- TASK DESCRIPTION
Omitting the pictures, restate all of the entries below exactly.

- MATERIAL PROVIDED

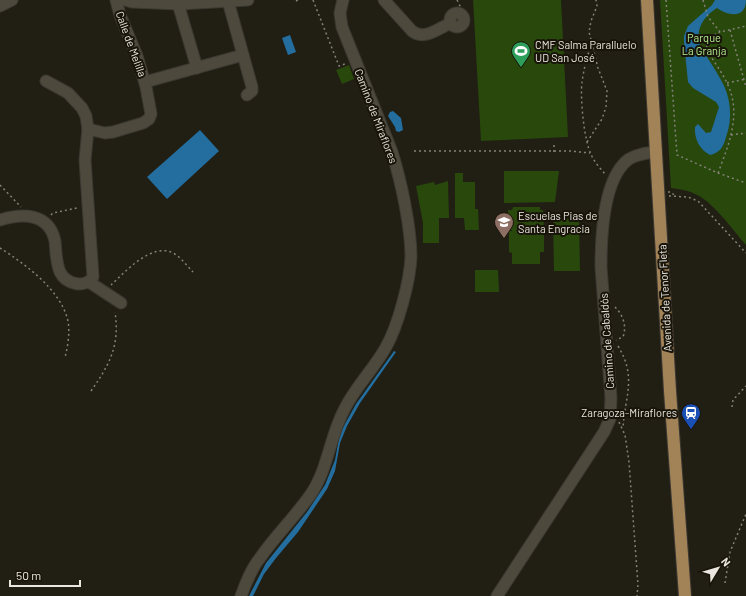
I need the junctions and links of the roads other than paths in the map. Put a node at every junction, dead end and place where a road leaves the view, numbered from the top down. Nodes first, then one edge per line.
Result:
1 (12, 0) edge
2 (116, 0) edge
3 (125, 0) edge
4 (248, 0) edge
5 (343, 0) edge
6 (384, 0) edge
7 (647, 0) edge
8 (148, 1) edge
9 (228, 1) edge
10 (178, 2) edge
11 (0, 6) edge
12 (451, 23) dead end
13 (243, 55) junction
14 (197, 68) junction
15 (46, 81) dead end
16 (145, 82) junction
17 (247, 95) dead end
18 (88, 129) junction
19 (656, 152) junction
20 (0, 220) edge
21 (89, 282) junction
22 (117, 300) road end
23 (241, 596) edge
24 (497, 596) edge
25 (685, 596) edge

1 - 11 street
2 - 16 street, Calle de Melilla
3 - 8 street
4 - 9 street
5 - 23 street, Camino de Miraflores
6 - 12 street
7 - 19 main road, Avenida de Tenor Fleta
8 - 10 street
9 - 10 street
9 - 13 street
10 - 14 street
13 - 14 street
13 - 17 street
14 - 16 street
15 - 18 street
16 - 18 street, Calle de Melilla
18 - 21 street
19 - 24 street, Camino de Cabaldós
19 - 25 main road, Avenida de Tenor Fleta
20 - 21 street
21 - 22 street

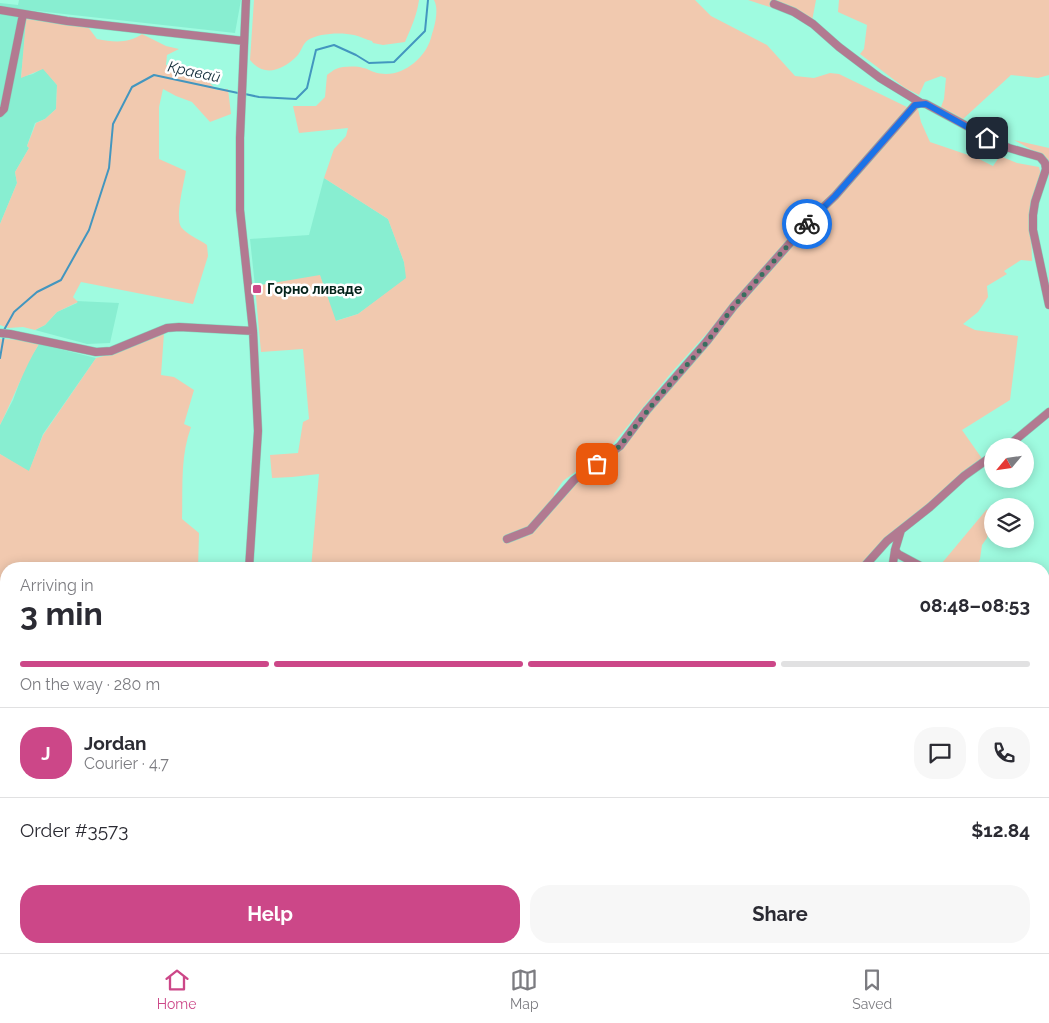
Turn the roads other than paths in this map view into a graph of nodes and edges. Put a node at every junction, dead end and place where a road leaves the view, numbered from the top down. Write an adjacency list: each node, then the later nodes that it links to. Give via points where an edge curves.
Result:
1 (246, 0): 5 (street)
2 (774, 4): 6 (street, via 813,24 880,78)
3 (0, 10): 4 (street)
4 (23, 14): 5 (street); 7 (street, via 4,109)
5 (244, 41): 9 (street, via 240,210)
6 (921, 103): 8 (street, via 1045,163 1035,202 1033,230); 15 (street, via 915,105 734,306 620,446 574,480 530,530)
7 (0, 114)
8 (1049, 305)
9 (253, 332): 10 (street, via 167,328 111,351 96,352); 17 (street, via 258,431)
10 (0, 333)
11 (1049, 412): 12 (street)
12 (1018, 438)
13 (984, 462): 14 (street)
14 (901, 530): 16 (street); 18 (street)
15 (507, 539)
16 (895, 550): 19 (street); 20 (street)
17 (249, 562)
18 (868, 562)
19 (893, 562)
20 (913, 562)

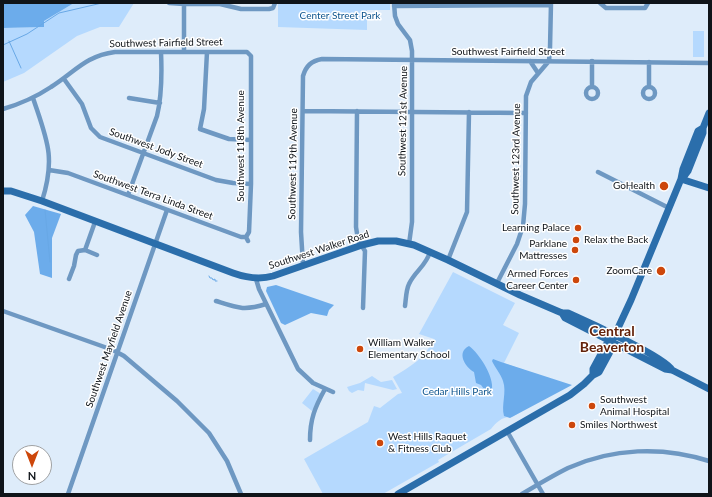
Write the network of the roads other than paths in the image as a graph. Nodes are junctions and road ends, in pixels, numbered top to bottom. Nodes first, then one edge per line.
1 (169, 3) edge
2 (600, 3) edge
3 (648, 3) edge
4 (184, 4) edge
5 (394, 4) edge
6 (447, 4) edge
7 (498, 4) edge
8 (551, 4) edge
9 (274, 5) edge
10 (237, 6) edge
11 (162, 52) junction
12 (184, 52) junction
13 (207, 52) junction
14 (248, 53) joint
15 (413, 60) junction
16 (530, 61) junction
17 (549, 61) junction
18 (592, 61) junction
19 (649, 62) junction
20 (709, 63) edge
21 (308, 65) joint
22 (538, 73) junction
23 (64, 78) junction
24 (592, 87) dead end
25 (649, 88) dead end
26 (32, 98) junction
27 (129, 98) dead end
28 (160, 104) junction
29 (3, 109) edge
30 (303, 111) junction
31 (358, 111) junction
32 (413, 112) junction
33 (469, 112) junction
34 (526, 113) junction
35 (709, 113) edge
36 (251, 140) junction
37 (144, 153) junction
38 (49, 170) junction
39 (598, 172) dead end
40 (681, 179) junction
41 (251, 184) junction
42 (3, 186) edge
43 (709, 188) edge
44 (3, 190) edge
45 (11, 191) junction
46 (128, 195) junction
47 (42, 201) junction
48 (669, 208) junction
49 (167, 210) junction
50 (96, 222) junction
51 (247, 239) joint
52 (155, 244) junction
53 (409, 244) junction
54 (362, 245) junction
55 (85, 250) junction
56 (430, 252) junction
57 (98, 255) dead end
58 (448, 260) junction
59 (303, 265) junction
60 (68, 279) dead end
61 (256, 279) junction
62 (497, 284) junction
63 (216, 301) dead end
64 (266, 304) junction
65 (405, 306) dead end
66 (363, 308) dead end
67 (3, 311) edge
68 (613, 338) junction
69 (117, 352) junction
70 (325, 389) junction
71 (709, 389) edge
72 (333, 392) dead end
73 (507, 431) junction
74 (310, 440) dead end
75 (709, 461) edge
76 (538, 485) junction
77 (68, 494) edge
78 (241, 494) edge
79 (398, 494) edge
80 (522, 494) edge
81 (543, 494) edge

1 - 4 street
2 - 3 street
4 - 10 street
4 - 12 street
5 - 6 street
5 - 15 street, Southwest 121st Avenue
6 - 7 street
7 - 8 street
8 - 17 street
9 - 10 street
11 - 12 street, Southwest Fairfield Street
11 - 23 street, Southwest Fairfield Street
11 - 28 street
12 - 13 street, Southwest Fairfield Street
13 - 14 street, Southwest Fairfield Street
13 - 36 street
14 - 36 street, Southwest 118th Avenue
15 - 16 street, Southwest Fairfield Street
15 - 21 street, Southwest Fairfield Street
15 - 32 street, Southwest 121st Avenue
16 - 17 street, Southwest Fairfield Street
16 - 22 street
17 - 18 street, Southwest Fairfield Street
17 - 22 street, Southwest 123rd Avenue
18 - 19 street, Southwest Fairfield Street
18 - 24 street
19 - 20 street, Southwest Fairfield Street
19 - 25 street
21 - 30 street, Southwest 119th Avenue
22 - 34 street, Southwest 123rd Avenue
23 - 26 street, Southwest Fairfield Street
23 - 37 street, Southwest Jody Street
26 - 29 street, Southwest Fairfield Street
26 - 38 street
27 - 28 street
28 - 37 street
30 - 31 street
30 - 59 street, Southwest 119th Avenue
31 - 32 street
31 - 54 street
32 - 33 street
32 - 53 street, Southwest 121st Avenue
33 - 34 street
33 - 58 street
34 - 62 street, Southwest 123rd Avenue
35 - 40 main road
36 - 41 street, Southwest 118th Avenue
37 - 41 street, Southwest Jody Street
37 - 46 street
38 - 46 street, Southwest Terra Linda Street
38 - 47 street
39 - 48 street
40 - 43 main road
40 - 48 main road
41 - 51 street, Southwest 118th Avenue
42 - 45 main road, Southwest Walker Road
44 - 45 main road, Southwest Walker Road
45 - 47 main road, Southwest Walker Road
46 - 49 street, Southwest Terra Linda Street
47 - 50 main road, Southwest Walker Road
48 - 68 main road
49 - 51 street, Southwest Terra Linda Street
49 - 52 street, Southwest Mayfield Avenue
50 - 52 main road, Southwest Walker Road
50 - 55 street
52 - 61 main road, Southwest Walker Road
52 - 69 street, Southwest Mayfield Avenue
53 - 54 main road, Southwest Walker Road
53 - 56 main road, Southwest Walker Road
54 - 59 main road, Southwest Walker Road
54 - 66 street
55 - 57 street
55 - 60 street
56 - 58 main road, Southwest Walker Road
56 - 65 street
58 - 62 main road, Southwest Walker Road
59 - 61 main road, Southwest Walker Road
61 - 64 street
62 - 68 main road, Southwest Walker Road
63 - 64 street
64 - 70 street
67 - 69 street
68 - 71 main road, Southwest Walker Road
68 - 73 main road
69 - 77 street, Southwest Mayfield Avenue
69 - 78 street
70 - 72 street
70 - 74 street
73 - 76 street
73 - 79 main road
75 - 76 street
76 - 80 street
76 - 81 street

- EXERCISE RESULT
I need the junctions and links of the roads other than paths in the map. Put a node at every junction, dead end and place where a road leaves the view, numbered from the top down. Nodes first, then one edge per line.
Result:
1 (12, 0) edge
2 (116, 0) edge
3 (125, 0) edge
4 (248, 0) edge
5 (343, 0) edge
6 (384, 0) edge
7 (647, 0) edge
8 (148, 1) edge
9 (228, 1) edge
10 (178, 2) edge
11 (0, 6) edge
12 (451, 23) dead end
13 (243, 55) junction
14 (197, 68) junction
15 (46, 81) dead end
16 (145, 82) junction
17 (247, 95) dead end
18 (88, 129) junction
19 (656, 152) junction
20 (0, 220) edge
21 (89, 282) junction
22 (117, 300) road end
23 (241, 596) edge
24 (497, 596) edge
25 (685, 596) edge

1 - 11 street
2 - 16 street, Calle de Melilla
3 - 8 street
4 - 9 street
5 - 23 street, Camino de Miraflores
6 - 12 street
7 - 19 main road, Avenida de Tenor Fleta
8 - 10 street
9 - 10 street
9 - 13 street
10 - 14 street
13 - 14 street
13 - 17 street
14 - 16 street
15 - 18 street
16 - 18 street, Calle de Melilla
18 - 21 street
19 - 24 street, Camino de Cabaldós
19 - 25 main road, Avenida de Tenor Fleta
20 - 21 street
21 - 22 street

Turn the roads other than paths in this map view into a graph of nodes and edges. Put a node at every junction, dead end and place where a road leaves the view, numbered from the top down. Write an adjacency list: each node, then the later nodes that it links to. Give via points where an edge curves.
Result:
1 (246, 0): 5 (street)
2 (774, 4): 6 (street, via 813,24 880,78)
3 (0, 10): 4 (street)
4 (23, 14): 5 (street); 7 (street, via 4,109)
5 (244, 41): 9 (street, via 240,210)
6 (921, 103): 8 (street, via 1045,163 1035,202 1033,230); 15 (street, via 915,105 734,306 620,446 574,480 530,530)
7 (0, 114)
8 (1049, 305)
9 (253, 332): 10 (street, via 167,328 111,351 96,352); 17 (street, via 258,431)
10 (0, 333)
11 (1049, 412): 12 (street)
12 (1018, 438)
13 (984, 462): 14 (street)
14 (901, 530): 16 (street); 18 (street)
15 (507, 539)
16 (895, 550): 19 (street); 20 (street)
17 (249, 562)
18 (868, 562)
19 (893, 562)
20 (913, 562)

Write the network of the roads other than paths in the image as a graph. Nodes are junctions and road ends, in pixels, numbered top to bottom. Nodes first, then one edge per line.
1 (169, 3) edge
2 (600, 3) edge
3 (648, 3) edge
4 (184, 4) edge
5 (394, 4) edge
6 (447, 4) edge
7 (498, 4) edge
8 (551, 4) edge
9 (274, 5) edge
10 (237, 6) edge
11 (162, 52) junction
12 (184, 52) junction
13 (207, 52) junction
14 (248, 53) joint
15 (413, 60) junction
16 (530, 61) junction
17 (549, 61) junction
18 (592, 61) junction
19 (649, 62) junction
20 (709, 63) edge
21 (308, 65) joint
22 (538, 73) junction
23 (64, 78) junction
24 (592, 87) dead end
25 (649, 88) dead end
26 (32, 98) junction
27 (129, 98) dead end
28 (160, 104) junction
29 (3, 109) edge
30 (303, 111) junction
31 (358, 111) junction
32 (413, 112) junction
33 (469, 112) junction
34 (526, 113) junction
35 (709, 113) edge
36 (251, 140) junction
37 (144, 153) junction
38 (49, 170) junction
39 (598, 172) dead end
40 (681, 179) junction
41 (251, 184) junction
42 (3, 186) edge
43 (709, 188) edge
44 (3, 190) edge
45 (11, 191) junction
46 (128, 195) junction
47 (42, 201) junction
48 (669, 208) junction
49 (167, 210) junction
50 (96, 222) junction
51 (247, 239) joint
52 (155, 244) junction
53 (409, 244) junction
54 (362, 245) junction
55 (85, 250) junction
56 (430, 252) junction
57 (98, 255) dead end
58 (448, 260) junction
59 (303, 265) junction
60 (68, 279) dead end
61 (256, 279) junction
62 (497, 284) junction
63 (216, 301) dead end
64 (266, 304) junction
65 (405, 306) dead end
66 (363, 308) dead end
67 (3, 311) edge
68 (613, 338) junction
69 (117, 352) junction
70 (325, 389) junction
71 (709, 389) edge
72 (333, 392) dead end
73 (507, 431) junction
74 (310, 440) dead end
75 (709, 461) edge
76 (538, 485) junction
77 (68, 494) edge
78 (241, 494) edge
79 (398, 494) edge
80 (522, 494) edge
81 (543, 494) edge

1 - 4 street
2 - 3 street
4 - 10 street
4 - 12 street
5 - 6 street
5 - 15 street, Southwest 121st Avenue
6 - 7 street
7 - 8 street
8 - 17 street
9 - 10 street
11 - 12 street, Southwest Fairfield Street
11 - 23 street, Southwest Fairfield Street
11 - 28 street
12 - 13 street, Southwest Fairfield Street
13 - 14 street, Southwest Fairfield Street
13 - 36 street
14 - 36 street, Southwest 118th Avenue
15 - 16 street, Southwest Fairfield Street
15 - 21 street, Southwest Fairfield Street
15 - 32 street, Southwest 121st Avenue
16 - 17 street, Southwest Fairfield Street
16 - 22 street
17 - 18 street, Southwest Fairfield Street
17 - 22 street, Southwest 123rd Avenue
18 - 19 street, Southwest Fairfield Street
18 - 24 street
19 - 20 street, Southwest Fairfield Street
19 - 25 street
21 - 30 street, Southwest 119th Avenue
22 - 34 street, Southwest 123rd Avenue
23 - 26 street, Southwest Fairfield Street
23 - 37 street, Southwest Jody Street
26 - 29 street, Southwest Fairfield Street
26 - 38 street
27 - 28 street
28 - 37 street
30 - 31 street
30 - 59 street, Southwest 119th Avenue
31 - 32 street
31 - 54 street
32 - 33 street
32 - 53 street, Southwest 121st Avenue
33 - 34 street
33 - 58 street
34 - 62 street, Southwest 123rd Avenue
35 - 40 main road
36 - 41 street, Southwest 118th Avenue
37 - 41 street, Southwest Jody Street
37 - 46 street
38 - 46 street, Southwest Terra Linda Street
38 - 47 street
39 - 48 street
40 - 43 main road
40 - 48 main road
41 - 51 street, Southwest 118th Avenue
42 - 45 main road, Southwest Walker Road
44 - 45 main road, Southwest Walker Road
45 - 47 main road, Southwest Walker Road
46 - 49 street, Southwest Terra Linda Street
47 - 50 main road, Southwest Walker Road
48 - 68 main road
49 - 51 street, Southwest Terra Linda Street
49 - 52 street, Southwest Mayfield Avenue
50 - 52 main road, Southwest Walker Road
50 - 55 street
52 - 61 main road, Southwest Walker Road
52 - 69 street, Southwest Mayfield Avenue
53 - 54 main road, Southwest Walker Road
53 - 56 main road, Southwest Walker Road
54 - 59 main road, Southwest Walker Road
54 - 66 street
55 - 57 street
55 - 60 street
56 - 58 main road, Southwest Walker Road
56 - 65 street
58 - 62 main road, Southwest Walker Road
59 - 61 main road, Southwest Walker Road
61 - 64 street
62 - 68 main road, Southwest Walker Road
63 - 64 street
64 - 70 street
67 - 69 street
68 - 71 main road, Southwest Walker Road
68 - 73 main road
69 - 77 street, Southwest Mayfield Avenue
69 - 78 street
70 - 72 street
70 - 74 street
73 - 76 street
73 - 79 main road
75 - 76 street
76 - 80 street
76 - 81 street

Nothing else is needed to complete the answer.